"En juin 2007, au terme de ma première année en fonction, les prévisions économiques de l'OCDE assuraient que la situation économique n'avait pas été aussi bonne depuis des années", a affirmé M. Gurria lors d'une réunion à Paris consacrée aux leçons de la crise.

Lire ces lignes "c'est comme me poignarder moi-même", a reconnu le patron de l'Organisation pour la coopération et le développement économiques (OCDE), institution qui à l'époque se montrait également "optimiste à l'égard du marché des crédits immobiliers américains", qui étaient pourtant sur le point de s'écrouler. Tirant les leçons de cette crise, M. Gurria a admis que "la pensée dominante économique et les modèles sur lesquels elle était basée ne reflétaient ni la réalité économique ni la vie des gens".

"Rien vu venir"

"C'est pour cette raison que nous n'avons rien vu venir. Nous nous étions trompés et nous devons l'avouer", a affirmé le secrétaire général, l'un des rares responsables économique à l'époque de la faillite de Lehman Brothers à faire un tel mea culpa.
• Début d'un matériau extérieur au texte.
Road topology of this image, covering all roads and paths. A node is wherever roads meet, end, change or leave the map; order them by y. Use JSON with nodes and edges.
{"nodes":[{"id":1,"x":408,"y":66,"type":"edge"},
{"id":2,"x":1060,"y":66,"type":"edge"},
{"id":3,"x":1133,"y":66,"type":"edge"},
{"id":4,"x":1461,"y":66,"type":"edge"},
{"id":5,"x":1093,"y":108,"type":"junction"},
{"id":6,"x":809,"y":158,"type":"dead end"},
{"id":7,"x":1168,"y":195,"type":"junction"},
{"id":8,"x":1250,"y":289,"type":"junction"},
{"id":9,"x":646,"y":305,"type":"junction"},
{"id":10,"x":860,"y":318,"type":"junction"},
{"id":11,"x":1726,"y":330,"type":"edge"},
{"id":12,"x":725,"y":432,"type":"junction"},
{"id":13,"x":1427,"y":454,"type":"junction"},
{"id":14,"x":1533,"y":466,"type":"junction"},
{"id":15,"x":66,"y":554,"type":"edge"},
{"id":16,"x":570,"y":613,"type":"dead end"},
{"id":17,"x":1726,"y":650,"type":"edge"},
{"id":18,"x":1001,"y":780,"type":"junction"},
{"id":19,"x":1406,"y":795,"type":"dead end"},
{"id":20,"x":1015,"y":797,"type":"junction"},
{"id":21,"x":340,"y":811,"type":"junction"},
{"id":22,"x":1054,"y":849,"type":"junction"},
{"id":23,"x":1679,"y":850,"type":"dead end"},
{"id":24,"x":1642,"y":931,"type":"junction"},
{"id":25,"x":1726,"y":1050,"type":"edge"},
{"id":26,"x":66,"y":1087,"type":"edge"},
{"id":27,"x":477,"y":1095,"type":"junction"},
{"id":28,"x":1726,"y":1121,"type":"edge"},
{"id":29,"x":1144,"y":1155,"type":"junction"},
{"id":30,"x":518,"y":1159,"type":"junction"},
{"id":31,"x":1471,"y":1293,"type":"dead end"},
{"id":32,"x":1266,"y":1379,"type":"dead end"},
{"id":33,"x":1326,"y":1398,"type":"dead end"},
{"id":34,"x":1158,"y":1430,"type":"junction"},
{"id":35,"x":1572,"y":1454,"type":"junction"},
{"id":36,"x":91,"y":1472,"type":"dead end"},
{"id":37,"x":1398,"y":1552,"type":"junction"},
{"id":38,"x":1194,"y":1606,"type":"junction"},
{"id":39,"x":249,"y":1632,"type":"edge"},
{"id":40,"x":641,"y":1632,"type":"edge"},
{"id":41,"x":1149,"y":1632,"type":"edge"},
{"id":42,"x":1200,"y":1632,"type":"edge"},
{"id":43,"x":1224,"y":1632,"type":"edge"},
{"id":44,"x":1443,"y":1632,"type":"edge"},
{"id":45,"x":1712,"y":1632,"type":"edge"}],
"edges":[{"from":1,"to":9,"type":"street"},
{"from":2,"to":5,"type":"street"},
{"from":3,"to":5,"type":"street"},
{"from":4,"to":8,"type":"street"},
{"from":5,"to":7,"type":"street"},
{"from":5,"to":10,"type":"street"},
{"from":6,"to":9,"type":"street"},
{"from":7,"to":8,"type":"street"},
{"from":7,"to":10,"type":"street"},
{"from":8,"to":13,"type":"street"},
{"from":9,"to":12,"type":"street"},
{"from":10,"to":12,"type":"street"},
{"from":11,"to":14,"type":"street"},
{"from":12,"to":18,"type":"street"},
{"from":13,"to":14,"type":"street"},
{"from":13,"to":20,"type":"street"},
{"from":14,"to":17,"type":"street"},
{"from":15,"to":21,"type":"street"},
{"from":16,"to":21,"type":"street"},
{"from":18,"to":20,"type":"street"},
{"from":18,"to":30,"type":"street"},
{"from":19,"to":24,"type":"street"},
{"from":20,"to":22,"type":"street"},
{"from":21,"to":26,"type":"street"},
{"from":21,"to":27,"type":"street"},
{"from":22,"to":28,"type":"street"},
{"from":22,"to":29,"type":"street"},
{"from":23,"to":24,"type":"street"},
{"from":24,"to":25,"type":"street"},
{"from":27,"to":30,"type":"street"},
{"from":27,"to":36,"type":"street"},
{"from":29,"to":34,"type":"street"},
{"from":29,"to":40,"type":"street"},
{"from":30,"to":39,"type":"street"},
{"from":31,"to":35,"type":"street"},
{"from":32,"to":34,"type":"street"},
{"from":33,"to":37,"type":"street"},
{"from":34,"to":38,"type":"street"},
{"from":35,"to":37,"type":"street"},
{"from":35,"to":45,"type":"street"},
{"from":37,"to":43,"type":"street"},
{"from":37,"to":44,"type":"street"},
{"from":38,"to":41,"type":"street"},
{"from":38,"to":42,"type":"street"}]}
Lors de son intervention à l'occasion de cette rencontre, qui a lieu au siège de l'OCDE sous le titre "Qu'avons nous appris 10 ans après la chute de Lehman Brothers", M. Gurria a appelé à écouter les laissés pour compte de la crise, un message qu'il répète depuis plusieurs années. "Nous pouvons commencer par ne pas ignorer les sentiments des gens qui ont été laissés sur le côté, par écouter ce que les gens ont à nous dire", a-t-il assuré.